OBE (now widely understood as standards-based education) is definition of education that shifts from the traditional focus on what students should be taught (content) and how much time they should be taught it for, to a focus on setting universal standards of what students are expected to demonstrate they "know and are able to do". The traditional model that some students would be tracked for success while most others would be tracked elsewhere is rejected in favor of continuous improvement, and success "for all" students, a "shift in paradigm" as radical as the comparison between free-market governments, and those that promise economic success for all and an end to privileged classes.

All definitions and names for standards based reforms share an emphasis on setting clear (though more difficult in practice than theory) higher standards, and observable, measurable outcomes. Crucial is the belief that all students can learn, which means students of all abilities, all social racial and ethnic groups, and genders, sometimes disabilities as well. (quote from McNeir 1993 - which can be found at [14]). "Standards" as they are now called are the key to curriculum frameworks of nearly every state and school district in the United States.

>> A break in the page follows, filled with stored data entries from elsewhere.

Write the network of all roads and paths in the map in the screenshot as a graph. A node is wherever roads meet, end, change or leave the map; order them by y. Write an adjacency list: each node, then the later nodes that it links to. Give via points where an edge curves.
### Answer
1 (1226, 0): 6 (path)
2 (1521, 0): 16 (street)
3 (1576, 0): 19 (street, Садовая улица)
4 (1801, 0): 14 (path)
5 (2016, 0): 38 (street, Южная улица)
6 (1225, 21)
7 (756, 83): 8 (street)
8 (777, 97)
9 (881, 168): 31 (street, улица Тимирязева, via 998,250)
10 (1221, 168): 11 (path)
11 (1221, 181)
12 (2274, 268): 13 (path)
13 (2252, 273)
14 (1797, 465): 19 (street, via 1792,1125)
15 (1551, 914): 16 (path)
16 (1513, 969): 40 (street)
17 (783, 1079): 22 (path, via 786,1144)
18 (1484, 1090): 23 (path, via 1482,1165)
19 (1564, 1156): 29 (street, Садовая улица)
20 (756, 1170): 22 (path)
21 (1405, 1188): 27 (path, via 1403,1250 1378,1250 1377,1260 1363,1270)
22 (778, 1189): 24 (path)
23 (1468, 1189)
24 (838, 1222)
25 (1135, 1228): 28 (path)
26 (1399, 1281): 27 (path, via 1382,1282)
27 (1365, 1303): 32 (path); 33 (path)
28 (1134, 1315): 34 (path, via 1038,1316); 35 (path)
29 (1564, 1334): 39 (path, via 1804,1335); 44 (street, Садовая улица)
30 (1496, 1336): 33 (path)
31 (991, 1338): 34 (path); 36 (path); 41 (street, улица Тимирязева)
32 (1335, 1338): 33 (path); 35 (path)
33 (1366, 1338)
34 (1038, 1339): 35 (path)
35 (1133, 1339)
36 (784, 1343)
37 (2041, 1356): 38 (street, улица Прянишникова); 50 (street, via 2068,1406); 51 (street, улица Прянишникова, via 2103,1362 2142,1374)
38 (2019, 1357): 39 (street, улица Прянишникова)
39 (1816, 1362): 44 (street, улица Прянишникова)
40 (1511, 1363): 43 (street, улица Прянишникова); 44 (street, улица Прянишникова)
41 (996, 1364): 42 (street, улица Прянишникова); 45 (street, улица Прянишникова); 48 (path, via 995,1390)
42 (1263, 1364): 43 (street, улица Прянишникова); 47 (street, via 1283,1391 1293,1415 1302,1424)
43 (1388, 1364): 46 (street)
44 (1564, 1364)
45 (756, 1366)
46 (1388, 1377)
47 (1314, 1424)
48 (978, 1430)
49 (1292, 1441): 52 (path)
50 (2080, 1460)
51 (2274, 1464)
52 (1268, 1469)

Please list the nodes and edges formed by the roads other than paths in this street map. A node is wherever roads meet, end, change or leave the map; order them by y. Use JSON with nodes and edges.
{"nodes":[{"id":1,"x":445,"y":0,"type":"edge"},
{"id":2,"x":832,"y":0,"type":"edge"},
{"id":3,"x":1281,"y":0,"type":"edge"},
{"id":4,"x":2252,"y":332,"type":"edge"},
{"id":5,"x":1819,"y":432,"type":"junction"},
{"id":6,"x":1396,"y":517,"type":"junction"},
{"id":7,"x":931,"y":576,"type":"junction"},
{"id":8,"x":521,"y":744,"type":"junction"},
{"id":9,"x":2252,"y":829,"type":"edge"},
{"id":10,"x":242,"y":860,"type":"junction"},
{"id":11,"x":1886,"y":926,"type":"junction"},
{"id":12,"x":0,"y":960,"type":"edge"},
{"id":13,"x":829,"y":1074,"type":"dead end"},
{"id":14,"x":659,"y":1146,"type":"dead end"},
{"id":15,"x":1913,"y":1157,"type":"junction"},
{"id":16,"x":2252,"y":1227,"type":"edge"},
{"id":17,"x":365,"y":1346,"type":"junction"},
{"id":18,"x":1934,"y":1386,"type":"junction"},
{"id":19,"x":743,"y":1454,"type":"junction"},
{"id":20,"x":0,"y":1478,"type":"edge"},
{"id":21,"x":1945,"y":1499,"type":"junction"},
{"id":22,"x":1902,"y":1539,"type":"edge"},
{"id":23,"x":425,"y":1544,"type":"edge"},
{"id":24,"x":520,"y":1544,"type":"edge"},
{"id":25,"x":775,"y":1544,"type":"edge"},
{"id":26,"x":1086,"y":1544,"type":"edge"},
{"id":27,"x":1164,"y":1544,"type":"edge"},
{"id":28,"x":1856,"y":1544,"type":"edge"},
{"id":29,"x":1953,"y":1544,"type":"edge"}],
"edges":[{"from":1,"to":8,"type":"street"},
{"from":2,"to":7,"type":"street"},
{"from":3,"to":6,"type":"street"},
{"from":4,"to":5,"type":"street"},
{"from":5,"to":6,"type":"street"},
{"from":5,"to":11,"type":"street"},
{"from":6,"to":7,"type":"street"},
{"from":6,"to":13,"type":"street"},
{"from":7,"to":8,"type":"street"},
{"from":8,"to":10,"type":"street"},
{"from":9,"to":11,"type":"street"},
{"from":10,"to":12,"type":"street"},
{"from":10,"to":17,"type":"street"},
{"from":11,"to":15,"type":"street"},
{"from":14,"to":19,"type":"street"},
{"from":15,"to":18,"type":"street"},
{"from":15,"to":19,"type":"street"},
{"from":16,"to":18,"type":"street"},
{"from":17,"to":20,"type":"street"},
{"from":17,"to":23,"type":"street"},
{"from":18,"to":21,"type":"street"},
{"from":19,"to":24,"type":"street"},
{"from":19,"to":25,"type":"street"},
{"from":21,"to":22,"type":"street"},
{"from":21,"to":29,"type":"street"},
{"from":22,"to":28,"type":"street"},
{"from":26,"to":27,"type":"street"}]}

Even opponents of reform or standards-based mathematics advocate standards, though they reflect the goals of traditional education rather than the newest reforms.

By contrast, the goal of traditional education was to transmit the knowledge and skills of the old generation to the new, and provide students with an environment to learn.[2]. Outcomes, equal, high or otherwise, were neither required, nor promised. It was not required that every student leave prepared for college, or that every student receive an education that prepares them for a job. Most traditional education in the 20th century prepared different students for different tracks, typically vocational, academic, or arts. Most traditional comprehensive school education different kinds of students, and typically students from high income groups achieved at higher levels that those from communities with less economic advantages or education, which brought charges of discrimination and limiting opportunities for minorities and women.

Key Features[]

The key features which may be used to judge if a system has implemented an outcomes-based education system are:

  • Creation of  Standards or Curriculum framework at grades 4, 7 and 10.
  • A standards-based assessment with a holistic grading system based on meeting one, high standard to measure achievement of those Standards. Performance standards are typically set based on the performance of the top 20 per cent of students in the first year of implementation.
  • A certificate, either a high school diploma or Certificate of Initial Mastery to be granted upon achievement of those standards at the 10th grade, with high stakes consequences for failure.
  • A commitment that all students of all groups will reach the same standards by a certain date.
  • A commitment to not only provide an opportunity of education, but to require and guarantee learning outcomes, raising standards higher than previous expectations, and increasing test scores. The curriculum will be revamped according to principles of progressive education, sometimes in opposition to, or instead might be based on traditional education with a system of incentives and punishments.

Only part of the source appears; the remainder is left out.